After the season ended, you began your professional career with the Lake Erie Monsters. What were your thoughts on transitioning to the pro game?
“I was actually a little nervous about going there. I thought my season was done and Colorado wanted to sign me, so I said ‘absolutely’. Then they told me they wanted me to go to Lake Erie, and I was a little hesitant at first. I thought I’d go there next year and get a fresh start. Going there I was a little nervous, but all the guys were great and the coaching staff was great. I met Craig Billington and he was phenomenal. Everyone in the organization was great, and I really enjoyed my time there, especially playing the games. It was a new experience for me.”

So, in the long run do you think it was to your benefit to get that taste of pro hockey last season?
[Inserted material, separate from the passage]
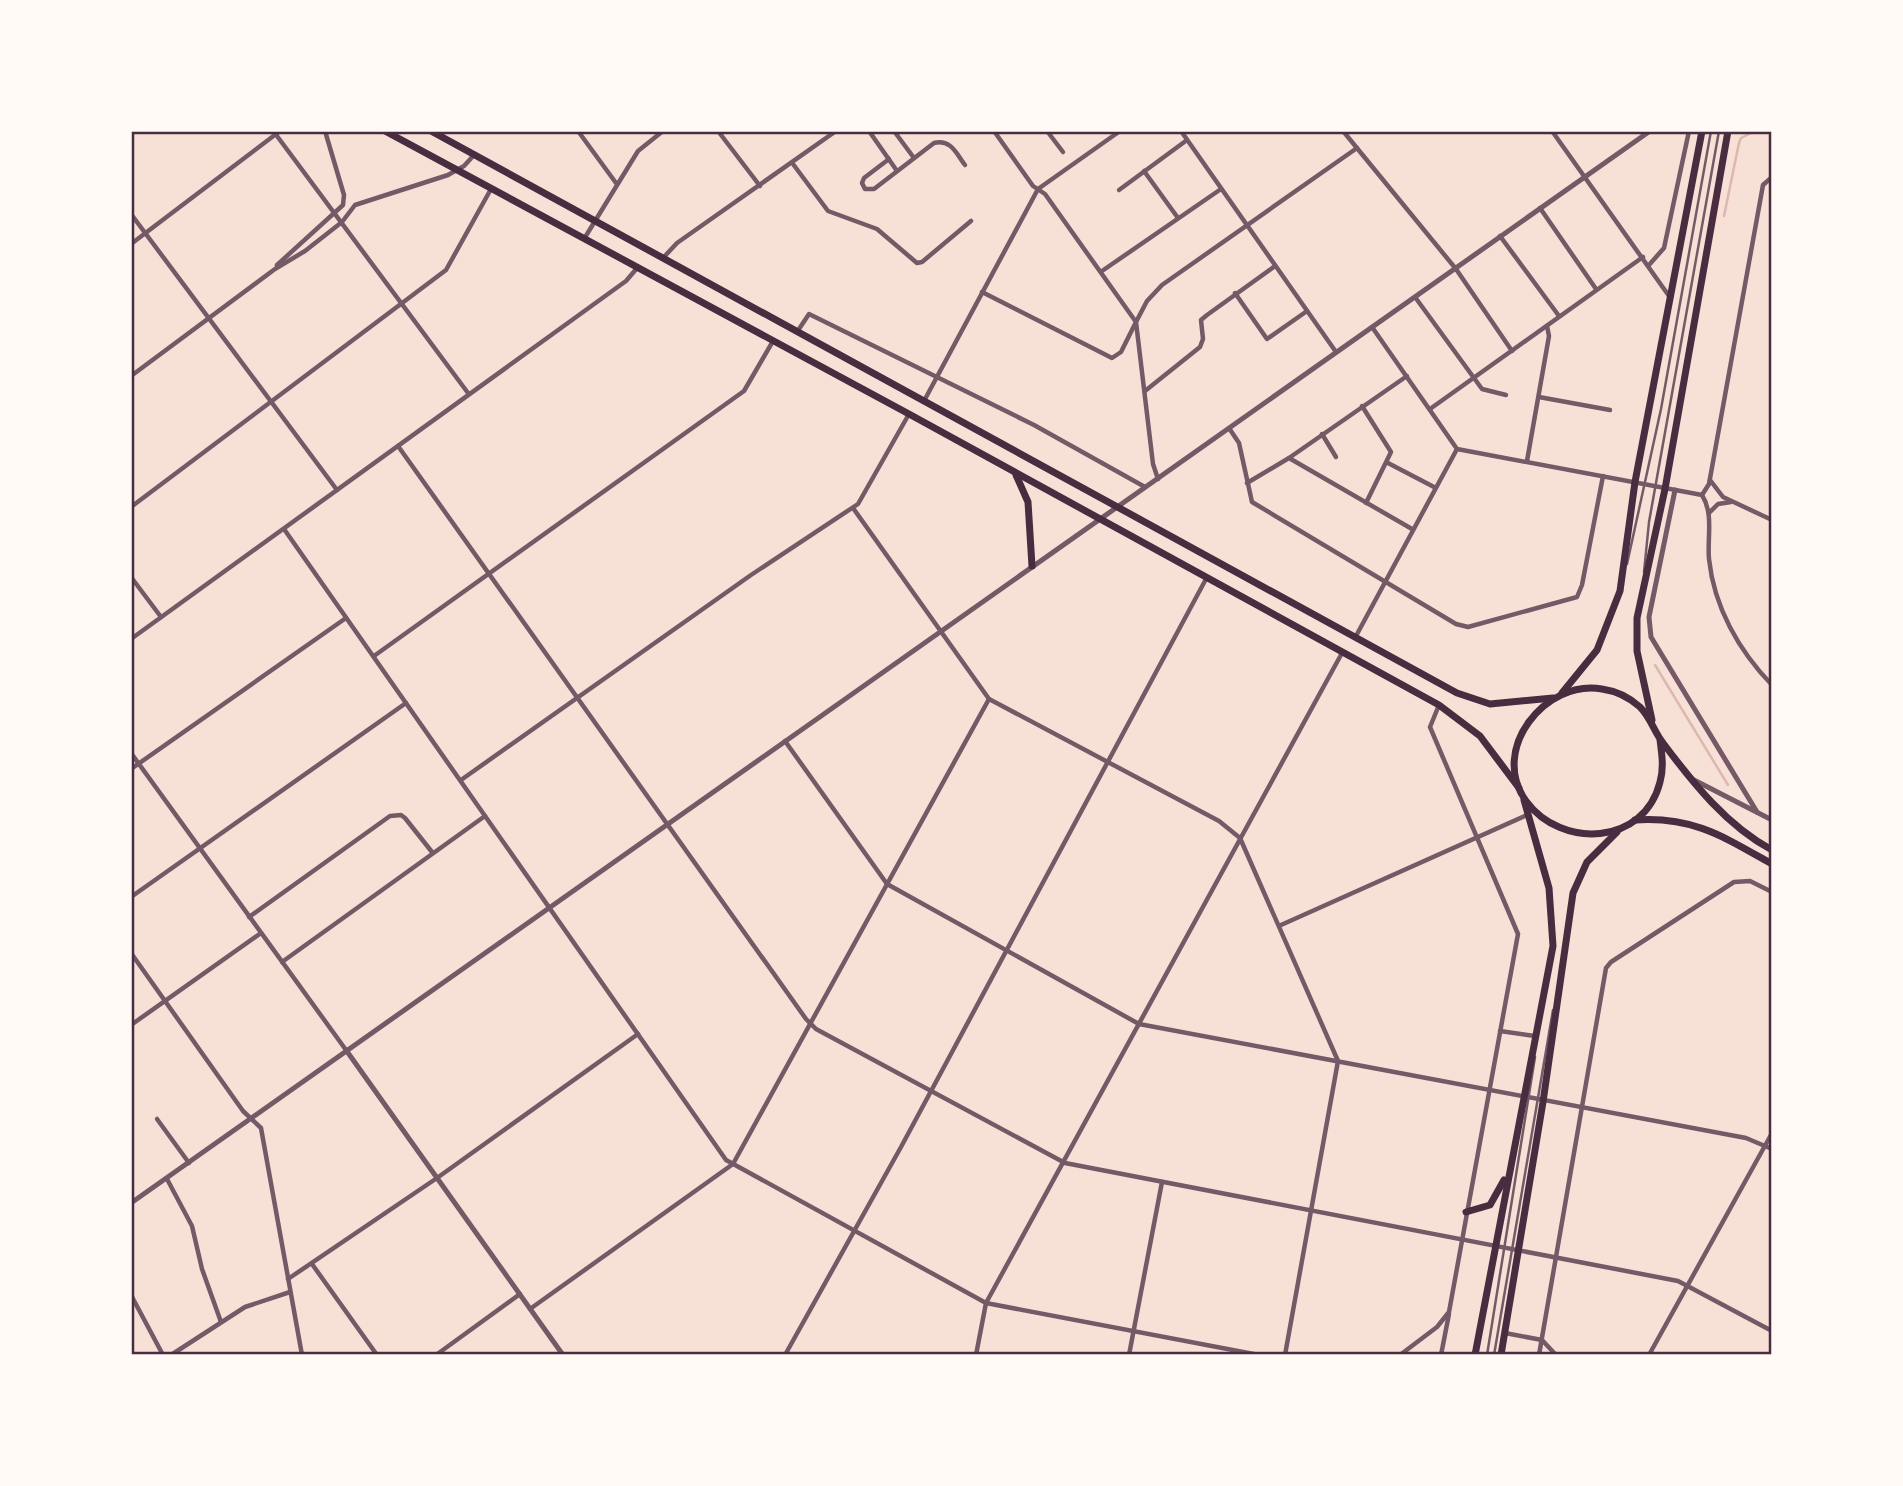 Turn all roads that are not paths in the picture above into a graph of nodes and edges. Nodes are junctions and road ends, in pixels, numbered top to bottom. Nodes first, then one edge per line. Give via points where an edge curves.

“Absolutely. Getting your feet wet that early opens your eyes to a lot of things. At the next level you play against grown men. You have to bring it all to the table every single day. Everyone is here to do a job. If you don’t do well, that reflects on the coach. They’re pushing you to do your best, so if you don’t push yourself to do your best, it definitely is not in your best interest.”

What do you have to do to reach your ultimate goal of playing in the NHL?
“Personally, for me it’s always been about size. I’m a smaller guy, but right now I’m up to about 180 pounds. I’ve really been working hard the past few summers to get to where I want to be. It all depends on training camps and rookie camps. Then I’ll probably go to Lake Erie and play some games there, and we’ll see how it goes. If all goes well, who knows what’s going to happen. Hopefully good things from here on out.”